Hardware-based Trusted execution environments (TEEs) offer an isolation granularity of virtual machine abstraction. They provide confidential VMs (CVMs) that host security-sensitive code and data. AMD SEV-SNP and Intel TDX enable CVMs and are now available on popular cloud platforms. The untrusted hypervisor in these settings is in control of several resource management and configuration tasks, including interrupts. We present Heckler, a new attack wherein the hypervisor injects malicious non-timer interrupts to break the confidentiality and integrity of CVMs. Our insight is to use the interrupt handlers that have global effects, such that we can manipulate a CVM's register states to change the data and control flow. With AMD SEV-SNP and Intel TDX, we demonstrate Heckler on OpenSSH and sudo to bypass authentication. On AMD SEV-SNP we break execution integrity of C, Java, and Julia applications that perform statistical and text analysis. We explain the gaps in current defenses and outline guidelines for future defenses.
Paper Structure (108 sections, 9 figures, 6 tables)

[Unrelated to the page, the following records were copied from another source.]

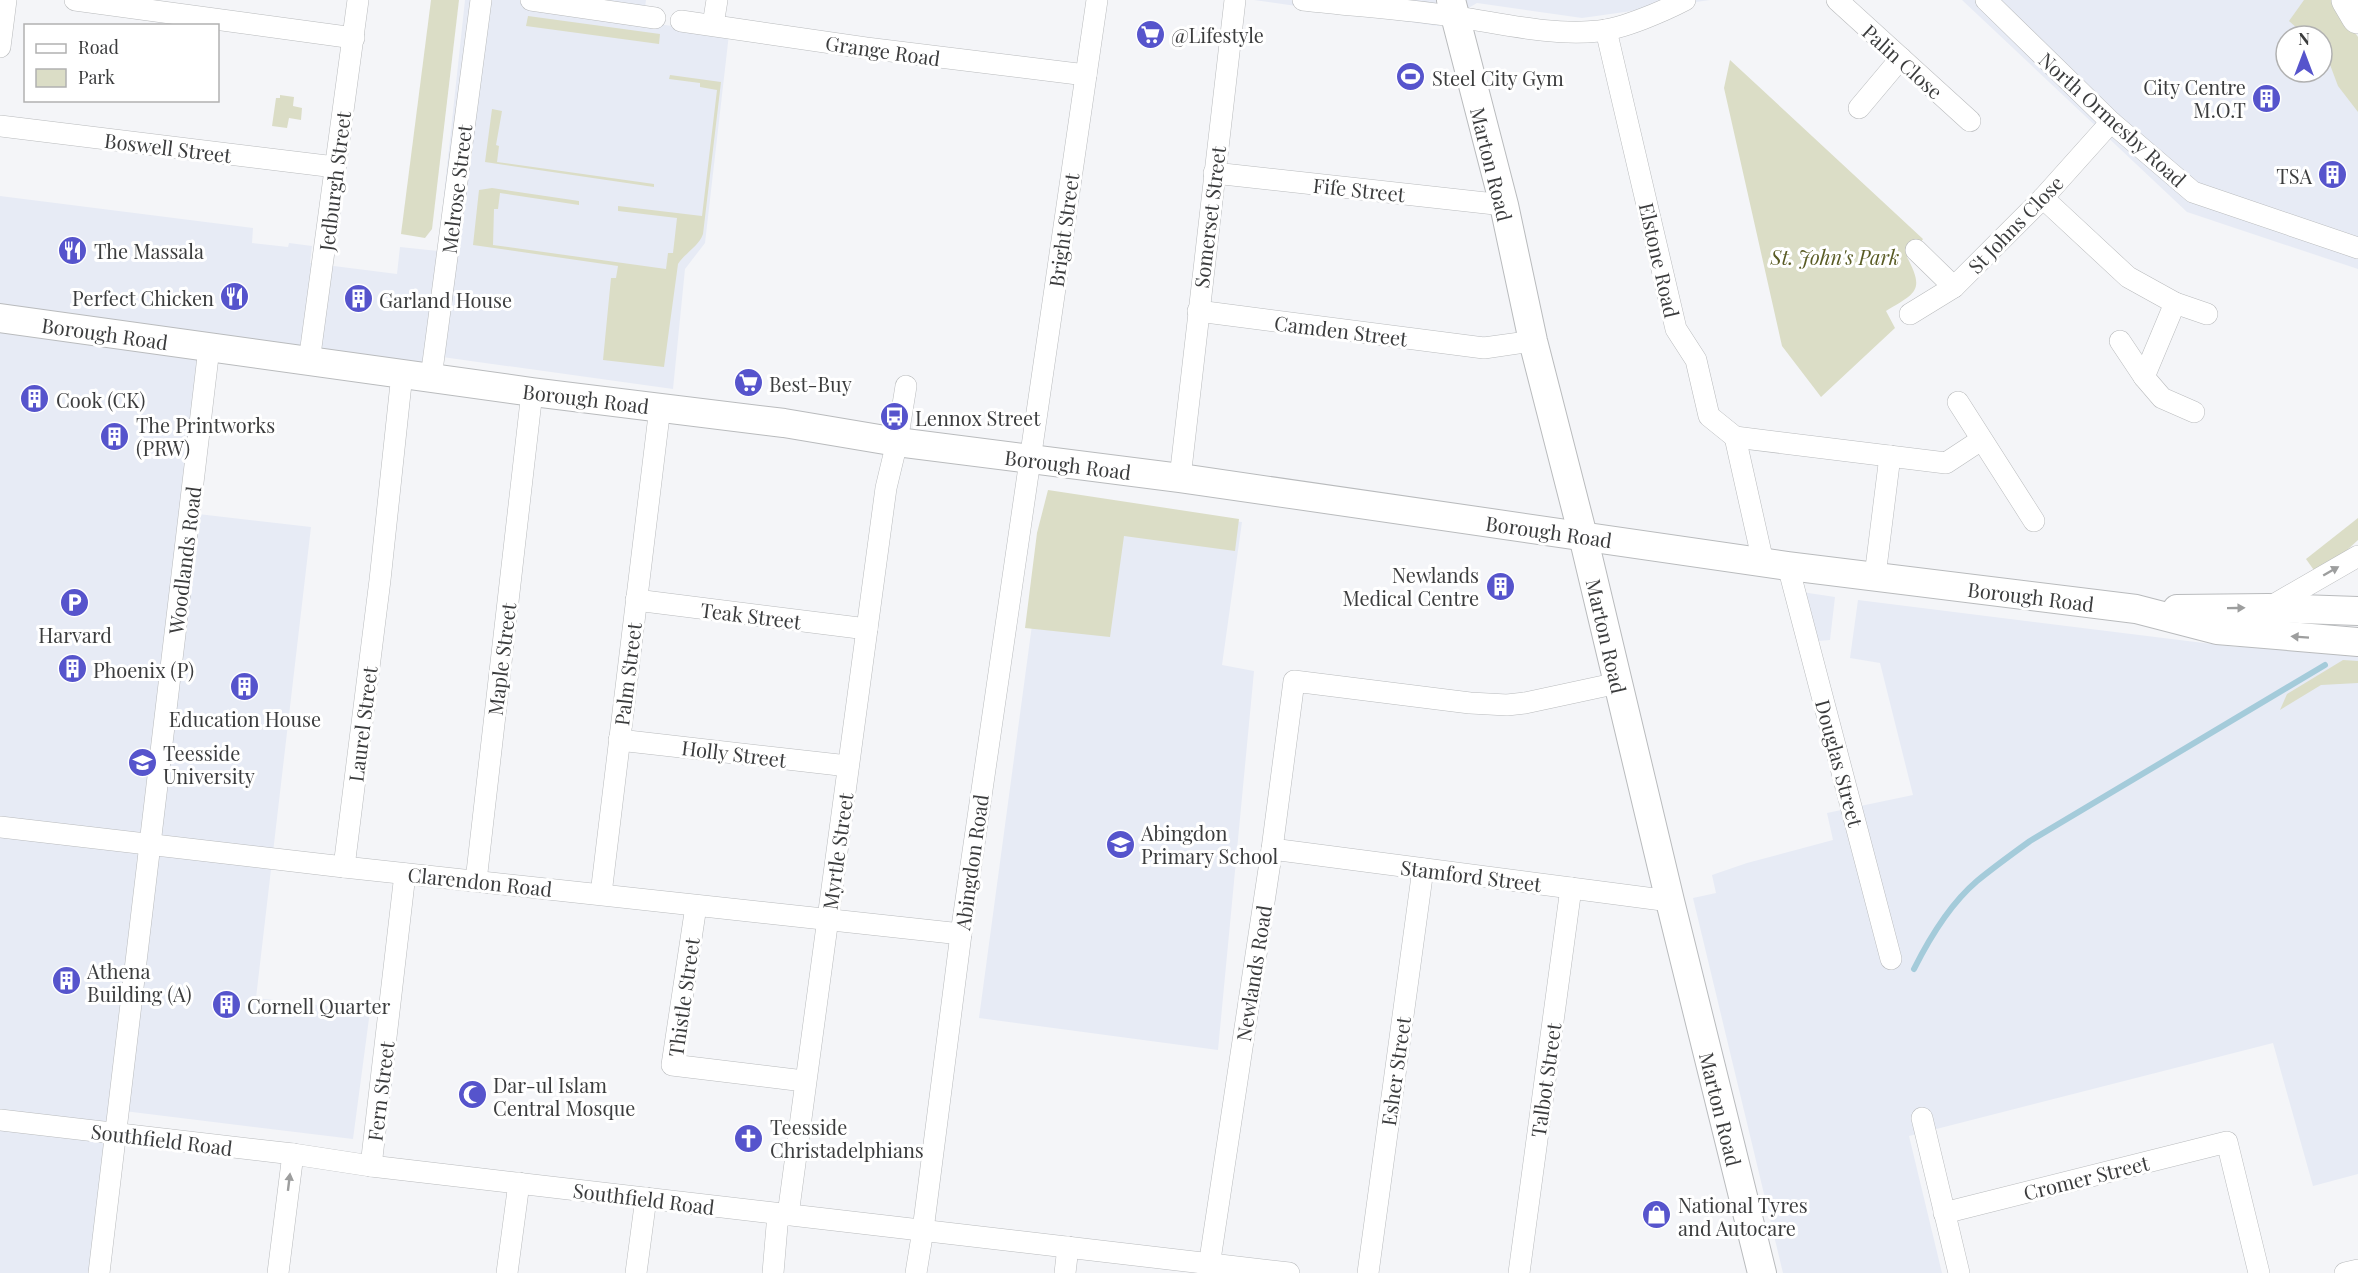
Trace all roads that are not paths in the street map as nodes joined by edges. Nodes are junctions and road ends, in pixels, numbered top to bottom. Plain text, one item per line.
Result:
1 (6, 0) edge
2 (358, 0) edge
3 (481, 0) edge
4 (531, 0) edge
5 (717, 0) edge
6 (1097, 0) edge
7 (1235, 0) edge
8 (1303, 0) edge
9 (1685, 0) edge
10 (1837, 0) edge
11 (1986, 0) edge
12 (2348, 0) edge
13 (81, 1) edge
14 (1453, 8) edge
15 (2358, 17) edge
16 (655, 18) dead end
17 (681, 21) dead end
18 (713, 25) junction
19 (1604, 31) junction
20 (354, 38) junction
21 (0, 47) edge
22 (1901, 58) junction
23 (1086, 75) junction
24 (1859, 108) dead end
25 (1970, 122) dead end
26 (2111, 122) junction
27 (7, 127) edge
28 (335, 167) junction
29 (1214, 173) junction
30 (2043, 198) junction
31 (1504, 205) junction
32 (2358, 248) edge
33 (1916, 250) dead end
34 (1954, 287) junction
35 (2175, 303) junction
36 (1198, 311) junction
37 (1910, 315) dead end
38 (2207, 315) dead end
39 (0, 318) edge
40 (1533, 341) junction
41 (2120, 341) dead end
42 (209, 348) junction
43 (309, 362) junction
44 (402, 374) junction
45 (2144, 377) junction
46 (431, 378) junction
47 (906, 386) dead end
48 (532, 392) junction
49 (1958, 402) dead end
50 (660, 407) junction
51 (2194, 412) dead end
52 (1735, 437) junction
53 (1981, 440) junction
54 (897, 442) junction
55 (1890, 456) junction
56 (1030, 459) junction
57 (1179, 478) junction
58 (1025, 494) joint
59 (2034, 521) dead end
60 (1583, 536) junction
61 (2358, 556) edge
62 (1776, 564) junction
63 (1875, 576) junction
64 (636, 600) junction
65 (2268, 608) junction
66 (2136, 609) junction
67 (2358, 611) edge
68 (867, 629) junction
69 (2358, 642) edge
70 (1618, 684) junction
71 (619, 740) junction
72 (848, 766) junction
73 (0, 827) edge
74 (150, 844) junction
75 (1272, 849) junction
76 (344, 867) junction
77 (1423, 869) junction
78 (405, 874) junction
79 (476, 881) junction
80 (1571, 888) junction
81 (601, 894) junction
82 (1670, 901) junction
83 (696, 906) junction
84 (828, 920) junction
85 (961, 934) junction
86 (1891, 959) dead end
87 (804, 1081) junction
88 (1922, 1118) dead end
89 (0, 1120) edge
90 (116, 1133) junction
91 (292, 1154) junction
92 (372, 1166) junction
93 (519, 1183) junction
94 (646, 1198) junction
95 (1944, 1213) junction
96 (783, 1214) junction
97 (923, 1230) junction
98 (1068, 1247) junction
99 (1209, 1268) edge
100 (773, 1270) edge
101 (2358, 1270) edge
102 (916, 1271) edge
103 (99, 1273) edge
104 (278, 1273) edge
105 (507, 1273) edge
106 (636, 1273) edge
107 (1065, 1273) edge
108 (1289, 1273) edge
109 (1368, 1273) edge
110 (1520, 1273) edge
111 (1762, 1273) edge
112 (1959, 1273) edge
113 (2259, 1273) edge
114 (2345, 1273) edge

1 - 21 street
2 - 20 street, Jedburgh Street
3 - 46 street, Melrose Street
4 - 16 street
5 - 18 street
6 - 23 street, Bright Street
7 - 29 street, Somerset Street
8 - 14 street
9 - 19 street
10 - 22 street, Palin Close
11 - 26 street, North Ormesby Road
12 - 15 highway
13 - 20 street
14 - 19 street
14 - 31 street, Marton Road
17 - 18 street, Grange Road
18 - 23 street, Grange Road
19 - 52 street, Elstone Road
20 - 28 street, Jedburgh Street
22 - 24 street
22 - 25 street, Palin Close
23 - 56 street, Bright Street
26 - 30 street, St Johns Close
26 - 32 street, North Ormesby Road
27 - 28 street, Boswell Street
28 - 43 street, Jedburgh Street
29 - 31 street, Fife Street
29 - 36 street, Somerset Street
30 - 34 street, St Johns Close
30 - 35 street
31 - 40 street, Marton Road
33 - 34 street
34 - 37 street, St Johns Close
35 - 38 street
35 - 45 street
36 - 40 street, Camden Street
36 - 57 street, Somerset Street
39 - 42 street, Borough Road
40 - 60 street, Marton Road
41 - 45 street
42 - 43 street, Borough Road
42 - 74 street, Woodlands Road
43 - 44 street, Borough Road
44 - 46 street, Borough Road
44 - 76 street, Laurel Street
45 - 51 street
46 - 48 street, Borough Road
47 - 54 street, Myrtle Street
48 - 50 street, Borough Road
48 - 79 street, Maple Street
49 - 53 street
50 - 54 street, Borough Road
50 - 64 street, Palm Street
52 - 55 street
52 - 62 street, Douglas Street
53 - 55 street
53 - 59 street
54 - 56 street, Borough Road
54 - 68 street, Myrtle Street
55 - 63 street
56 - 57 street, Borough Road
56 - 58 street, Bright Street
57 - 60 street, Borough Road
58 - 85 street, Abingdon Road
60 - 62 street, Borough Road
60 - 70 street, Marton Road
65 -> 61 street
62 - 63 street, Borough Road
62 - 86 street, Douglas Street
63 - 66 street, Borough Road
64 - 68 street, Teak Street
64 - 71 street, Palm Street
66 -> 65 street, Borough Road
65 - 67 street, Borough Road
69 -> 66 street, Borough Road
68 - 72 street, Myrtle Street
70 - 75 street, Newlands Road
70 - 82 street, Marton Road
71 - 72 street, Holly Street
71 - 81 street, Palm Street
72 - 84 street, Myrtle Street
73 - 74 street, Clarendon Road
74 - 76 street, Clarendon Road
74 - 90 street, Woodlands Road
75 - 77 street, Stamford Street
75 - 99 street, Newlands Road
76 - 78 street, Clarendon Road
77 - 80 street, Stamford Street
77 - 109 street, Esher Street
78 - 79 street, Clarendon Road
78 - 92 street, Fern Street
79 - 81 street, Clarendon Road
80 - 82 street, Stamford Street
80 - 110 street, Talbot Street
81 - 83 street, Clarendon Road
82 - 111 street, Marton Road
83 - 84 street, Clarendon Road
83 - 87 street, Thistle Street
84 - 85 street, Clarendon Road
84 - 87 street, Myrtle Street
85 - 97 street, Abingdon Road
87 - 96 street, Myrtle Street
88 - 95 street
89 - 90 street, Southfield Road
90 - 91 street, Southfield Road
90 - 103 street, Woodlands Road
91 - 92 street, Southfield Road
104 -> 91 street
92 - 93 street, Southfield Road
93 - 94 street, Southfield Road
93 - 105 street
94 - 96 street, Southfield Road
94 - 106 street
95 - 112 street
95 - 113 street, Cromer Street
96 - 97 street, Southfield Road
96 - 100 street, Myrtle Street
97 - 98 street, Southfield Road
97 - 102 street, Abingdon Road
98 - 99 street, Southfield Road
98 - 107 street
99 - 108 street, Southfield Road
101 - 114 street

This paper contains 108 sections, 9 figures, 6 tables.

Figures (9)

  • Figure 1: Virtualized interrupt for CVMs. Solid arrows (①, ③): asserted interrupt lines; dotted arrows (②, ④): memory-mapped write. The interrupt controller (IC) delivers a physical interrupt to the hypervisor ①. The hypervisor writes to a memory-mapped region of memory ② that emulates a virtual Interrupt Controller (vIC) for the vCPU to forward the virtual interrupt ③. The OS writes to a memory-mapped register in the vIC to acknowledge the interrupt ④.
  • Figure 2: Inject int 0x80 for OpenSSH authentication. mm_answer_authpassword is invoked during ssh authentication. It returns $0$ when authentication fails. A malicious int 0x80 triggers a call to the syscall $0$ handler which sets eax to a non-zero value when auth_password returns, resulting in a successful authentication.
  • Figure 3: $T_{Benign}$ and $T_{Malicious}$ represent traces for benign and malicious execution of $P$ under input $I$. This leads to traces $S_0, S_i, S_j, \dots, S_n$ and $S_0, S_i, S'_i, S'_j, \dots, S'_n$ to produce outputs $O$ and $O'$ respectively. The attacker injects int 0x0 when $P$ is in state $S_i$. This induces a state $S'_i: S_i[mem|mem[a]\mapsto 1]$, where the memory that holds variable $a$ (i.e., $mem[a]$) is set to $1$.
  • Figure 4: For int 0x80, the Linux kernel executes a system call corresponding to the number (#n) stored in eax by the application. When returning to the application, the kernel stores the result of the system call in the eax register.
  • Figure 5: (a) $P_{1}^{\tt{ssh}}$ and $P_{2}^{\tt{ssh}}$: gadget pages in the OpenSSH binary. (b) sudo $P_{1}^{\tt{sudo}}$ and $P_{2}^{\tt{sudo}}$: gadget pages in the pam shared library used by the sudo binary.